Tried supplying mtx and got exactly the same result.

The code for loading/parsing input seems alright. Though it doesn't read "/matrix/features/genome", the inference shouldn't care about an extra gene label, should it?

elif cellranger_version == 3:
# Read in data for this genome, and put it into a
# scipy.sparse.csc.csc_matrix
barcodes = getattr(f.root.matrix, 'barcodes').read()
data = getattr(f.root.matrix, 'data').read()
indices = getattr(f.root.matrix, 'indices').read()
indptr = getattr(f.root.matrix, 'indptr').read()
shape = getattr(f.root.matrix, 'shape').read()
csc_list.append(sp.csc_matrix((data, indices, indptr),
shape=shape))
# Read in 'feature' information
feature_group = f.get_node(f.root.matrix, 'features')
feature_types = getattr(feature_group,
'feature_type').read()
feature_names = getattr(feature_group, 'name').read()
feature_ids = getattr(feature_group, 'id').read()
# The only 'feature' we want is 'Gene Expression'
is_gene_expression = (feature_types == b'Gene Expression')
gene_names.extend(feature_names[is_gene_expression])
gene_ids.extend(feature_ids[is_gene_expression])
# Excise other 'features' from the count matrix
gene_feature_inds = np.where(is_gene_expression)[0]
csc_list[-1] = csc_list[-1][gene_feature_inds, :]
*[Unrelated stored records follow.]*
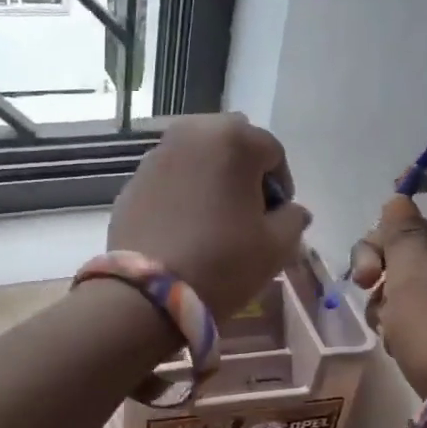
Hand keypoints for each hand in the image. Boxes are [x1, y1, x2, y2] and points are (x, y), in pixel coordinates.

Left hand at [108, 114, 312, 315]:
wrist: (147, 294)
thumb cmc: (223, 262)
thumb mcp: (276, 246)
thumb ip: (293, 219)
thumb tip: (292, 211)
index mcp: (234, 139)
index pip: (272, 152)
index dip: (281, 186)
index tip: (277, 218)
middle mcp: (192, 133)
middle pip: (232, 144)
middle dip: (244, 173)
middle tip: (247, 214)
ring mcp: (156, 155)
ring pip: (198, 158)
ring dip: (212, 179)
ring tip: (215, 220)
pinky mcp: (133, 181)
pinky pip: (170, 178)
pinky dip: (183, 192)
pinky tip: (185, 228)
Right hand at [349, 157, 426, 395]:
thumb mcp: (410, 277)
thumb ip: (400, 235)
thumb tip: (400, 203)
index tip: (395, 191)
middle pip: (422, 225)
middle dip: (383, 245)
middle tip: (365, 277)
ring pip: (415, 264)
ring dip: (386, 282)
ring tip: (379, 317)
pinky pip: (423, 297)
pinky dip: (402, 309)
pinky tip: (392, 335)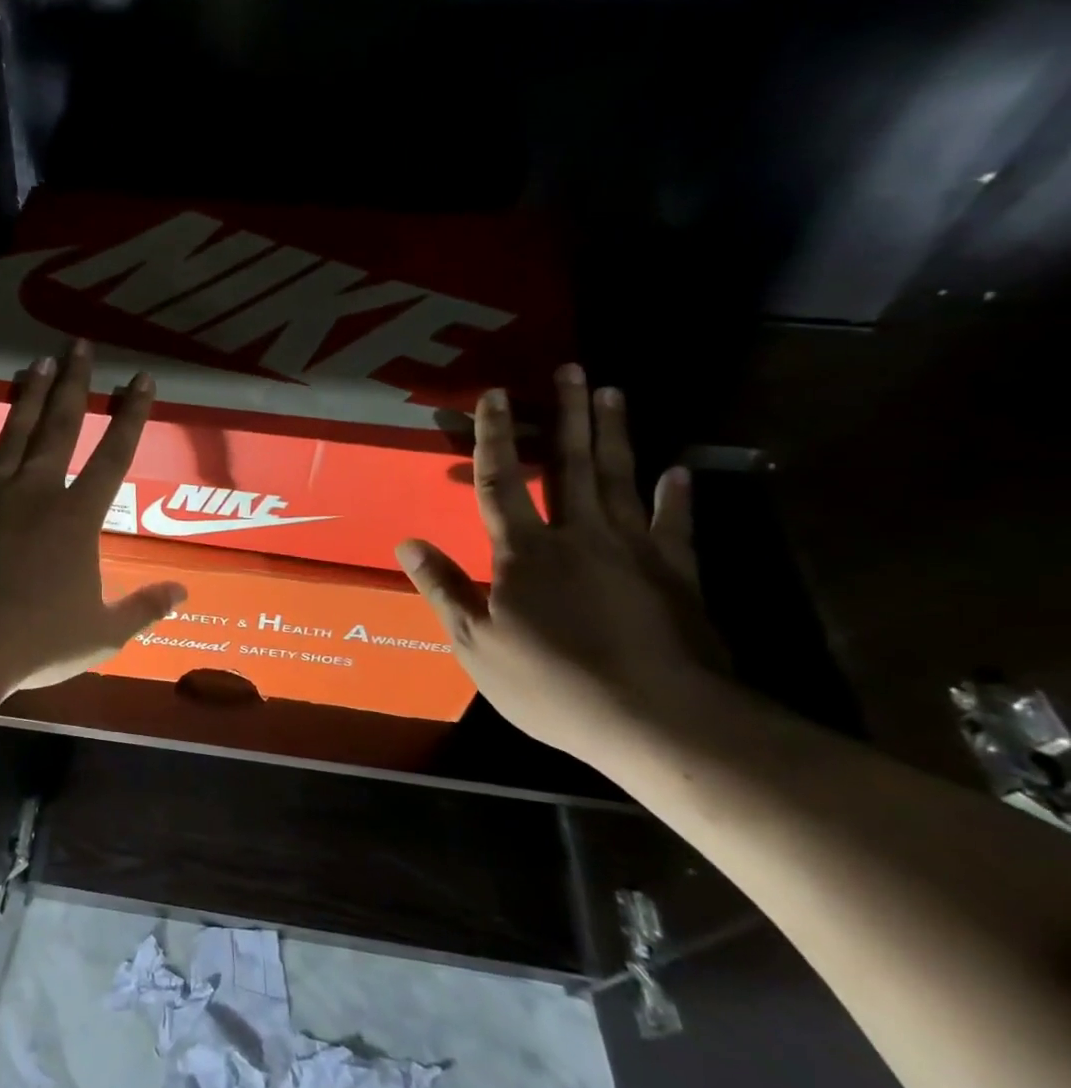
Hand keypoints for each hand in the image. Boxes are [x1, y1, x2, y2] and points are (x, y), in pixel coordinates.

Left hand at [0, 342, 186, 690]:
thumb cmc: (35, 641)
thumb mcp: (101, 634)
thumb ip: (144, 608)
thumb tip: (183, 591)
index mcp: (77, 518)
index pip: (114, 456)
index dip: (131, 416)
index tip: (142, 379)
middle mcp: (36, 493)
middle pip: (59, 428)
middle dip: (74, 385)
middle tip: (79, 345)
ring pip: (13, 435)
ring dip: (28, 398)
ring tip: (38, 362)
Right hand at [396, 364, 724, 757]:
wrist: (659, 718)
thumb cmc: (553, 683)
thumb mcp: (477, 644)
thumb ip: (444, 588)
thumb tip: (407, 543)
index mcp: (526, 552)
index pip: (501, 482)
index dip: (494, 436)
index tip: (494, 393)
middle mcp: (580, 536)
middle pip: (570, 463)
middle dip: (566, 414)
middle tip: (570, 369)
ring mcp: (635, 550)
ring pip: (620, 478)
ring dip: (615, 433)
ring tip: (612, 393)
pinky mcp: (677, 573)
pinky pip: (676, 523)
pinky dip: (677, 495)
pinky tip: (680, 470)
What I notice is that in hgmm5k_v3 and hgmm10k_v3, nUMI per cell is distinctively lower in mouse cells than human cells, whereas in hgmm12k_v2 the difference is smaller. See plots below (blue: human, green: mouse, green: empty droplets)

  1. hgmm10k_v3
    image

  2. hgmm5k_v3
    image

  3. hgmm12k_v2
    image

Could it be that this distribution somehow confused the method to (partially) model empty droplets out of mouse cells?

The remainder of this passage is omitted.